◆ ACTIVITY: Only lines with the word "Right" belong in the answer; copy them from the records below.

◆ LISTED ENTRIES:
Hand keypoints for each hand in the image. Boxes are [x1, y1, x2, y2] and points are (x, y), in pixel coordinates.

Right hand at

--

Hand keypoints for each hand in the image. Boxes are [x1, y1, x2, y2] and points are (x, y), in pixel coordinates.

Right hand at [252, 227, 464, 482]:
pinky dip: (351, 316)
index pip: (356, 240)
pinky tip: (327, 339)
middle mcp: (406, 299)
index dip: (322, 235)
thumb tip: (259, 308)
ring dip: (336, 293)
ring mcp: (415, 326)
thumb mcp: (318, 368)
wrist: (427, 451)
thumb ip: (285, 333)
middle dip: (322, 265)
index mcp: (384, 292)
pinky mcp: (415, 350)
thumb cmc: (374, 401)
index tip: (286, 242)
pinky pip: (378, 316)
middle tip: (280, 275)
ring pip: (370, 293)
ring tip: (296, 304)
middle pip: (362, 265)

...

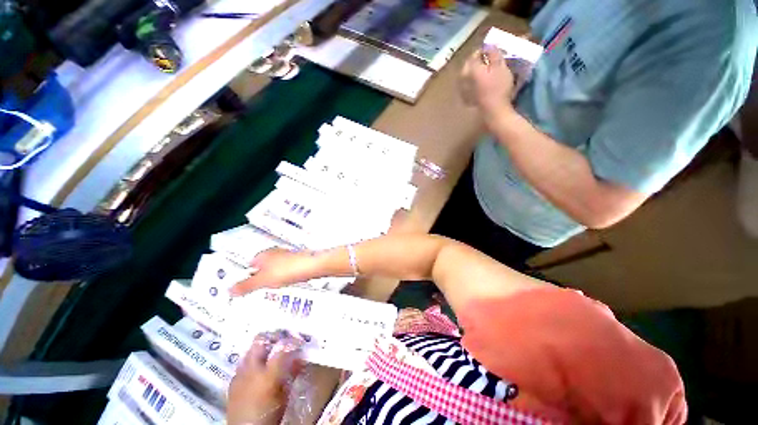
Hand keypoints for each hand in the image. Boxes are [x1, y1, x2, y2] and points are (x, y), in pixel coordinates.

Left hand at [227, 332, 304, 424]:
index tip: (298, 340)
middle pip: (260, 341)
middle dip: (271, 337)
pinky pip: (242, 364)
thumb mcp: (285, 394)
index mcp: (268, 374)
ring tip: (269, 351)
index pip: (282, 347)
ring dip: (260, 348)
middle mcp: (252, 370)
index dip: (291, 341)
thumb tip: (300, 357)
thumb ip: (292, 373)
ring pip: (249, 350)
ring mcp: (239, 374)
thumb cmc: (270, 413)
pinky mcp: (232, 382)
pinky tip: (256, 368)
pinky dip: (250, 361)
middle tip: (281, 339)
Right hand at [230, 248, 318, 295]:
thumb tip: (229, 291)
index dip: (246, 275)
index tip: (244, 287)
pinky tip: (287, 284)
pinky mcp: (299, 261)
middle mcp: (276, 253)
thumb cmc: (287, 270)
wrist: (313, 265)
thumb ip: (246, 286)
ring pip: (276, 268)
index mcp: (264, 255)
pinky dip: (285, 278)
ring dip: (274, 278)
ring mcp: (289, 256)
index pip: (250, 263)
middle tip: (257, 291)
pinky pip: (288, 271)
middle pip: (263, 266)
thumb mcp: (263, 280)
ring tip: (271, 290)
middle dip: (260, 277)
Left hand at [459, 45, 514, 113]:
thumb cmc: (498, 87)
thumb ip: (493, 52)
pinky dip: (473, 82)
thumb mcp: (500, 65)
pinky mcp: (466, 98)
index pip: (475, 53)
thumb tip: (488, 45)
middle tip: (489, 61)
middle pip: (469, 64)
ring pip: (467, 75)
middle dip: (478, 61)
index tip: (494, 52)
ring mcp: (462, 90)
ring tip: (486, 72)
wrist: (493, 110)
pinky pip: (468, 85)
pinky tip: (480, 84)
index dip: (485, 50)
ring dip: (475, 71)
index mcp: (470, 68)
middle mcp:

◆ RESPONSE TO THE TASK:
Right hand at
Right hand at [252, 227, 464, 482]:
Right hand at [230, 248, 318, 295]:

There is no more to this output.